> _REQUIREMENT_
Return only how many lines in the data include the string "hand".

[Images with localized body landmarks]
----

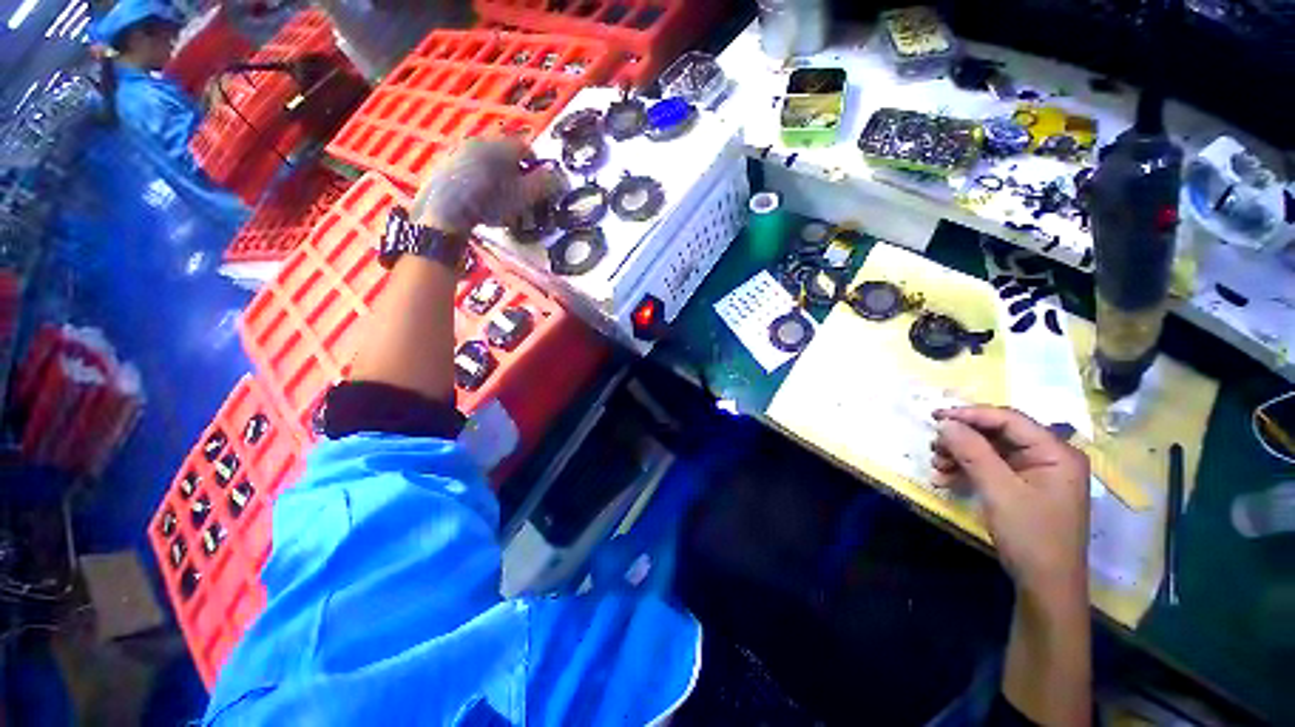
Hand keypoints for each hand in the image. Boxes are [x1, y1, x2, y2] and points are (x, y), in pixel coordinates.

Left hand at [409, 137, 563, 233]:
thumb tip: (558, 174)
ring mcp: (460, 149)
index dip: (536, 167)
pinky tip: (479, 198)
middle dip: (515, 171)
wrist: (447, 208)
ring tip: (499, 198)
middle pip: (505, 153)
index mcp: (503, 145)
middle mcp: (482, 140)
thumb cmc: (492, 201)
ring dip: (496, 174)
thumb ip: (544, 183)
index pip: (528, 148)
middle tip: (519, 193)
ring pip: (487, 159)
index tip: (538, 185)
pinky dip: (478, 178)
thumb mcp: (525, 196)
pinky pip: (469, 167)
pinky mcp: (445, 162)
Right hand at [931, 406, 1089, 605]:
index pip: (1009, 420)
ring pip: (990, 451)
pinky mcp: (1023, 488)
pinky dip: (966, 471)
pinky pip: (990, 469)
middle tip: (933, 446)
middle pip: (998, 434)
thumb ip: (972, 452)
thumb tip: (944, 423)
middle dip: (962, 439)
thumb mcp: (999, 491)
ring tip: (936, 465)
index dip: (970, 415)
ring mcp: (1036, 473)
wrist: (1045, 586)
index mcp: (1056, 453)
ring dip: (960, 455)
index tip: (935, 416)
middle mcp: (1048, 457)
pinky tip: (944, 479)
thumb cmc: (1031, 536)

----

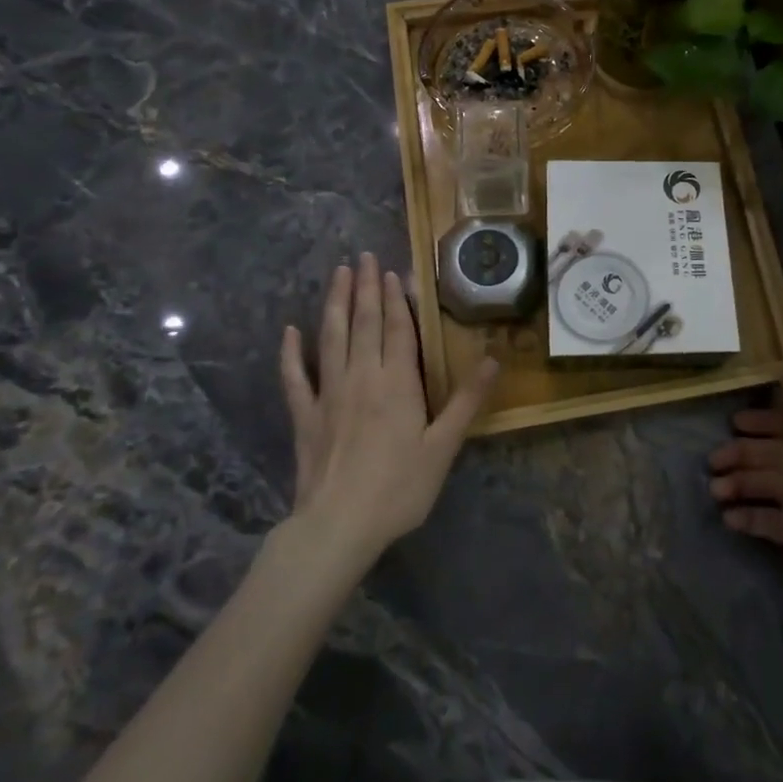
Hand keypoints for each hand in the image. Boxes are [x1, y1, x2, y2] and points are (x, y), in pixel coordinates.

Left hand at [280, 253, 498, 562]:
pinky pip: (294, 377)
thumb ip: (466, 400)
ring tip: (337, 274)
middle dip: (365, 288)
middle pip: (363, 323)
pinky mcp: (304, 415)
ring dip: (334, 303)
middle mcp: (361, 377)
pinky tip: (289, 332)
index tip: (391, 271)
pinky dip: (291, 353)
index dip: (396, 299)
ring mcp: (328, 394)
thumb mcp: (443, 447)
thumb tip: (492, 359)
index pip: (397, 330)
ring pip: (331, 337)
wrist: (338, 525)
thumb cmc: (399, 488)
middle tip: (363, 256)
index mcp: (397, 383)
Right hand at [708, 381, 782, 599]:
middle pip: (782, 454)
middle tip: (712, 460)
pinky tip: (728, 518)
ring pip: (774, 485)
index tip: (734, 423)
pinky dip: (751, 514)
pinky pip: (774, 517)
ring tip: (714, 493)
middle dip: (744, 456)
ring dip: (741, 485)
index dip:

----

> _WRITTEN REPLY_
6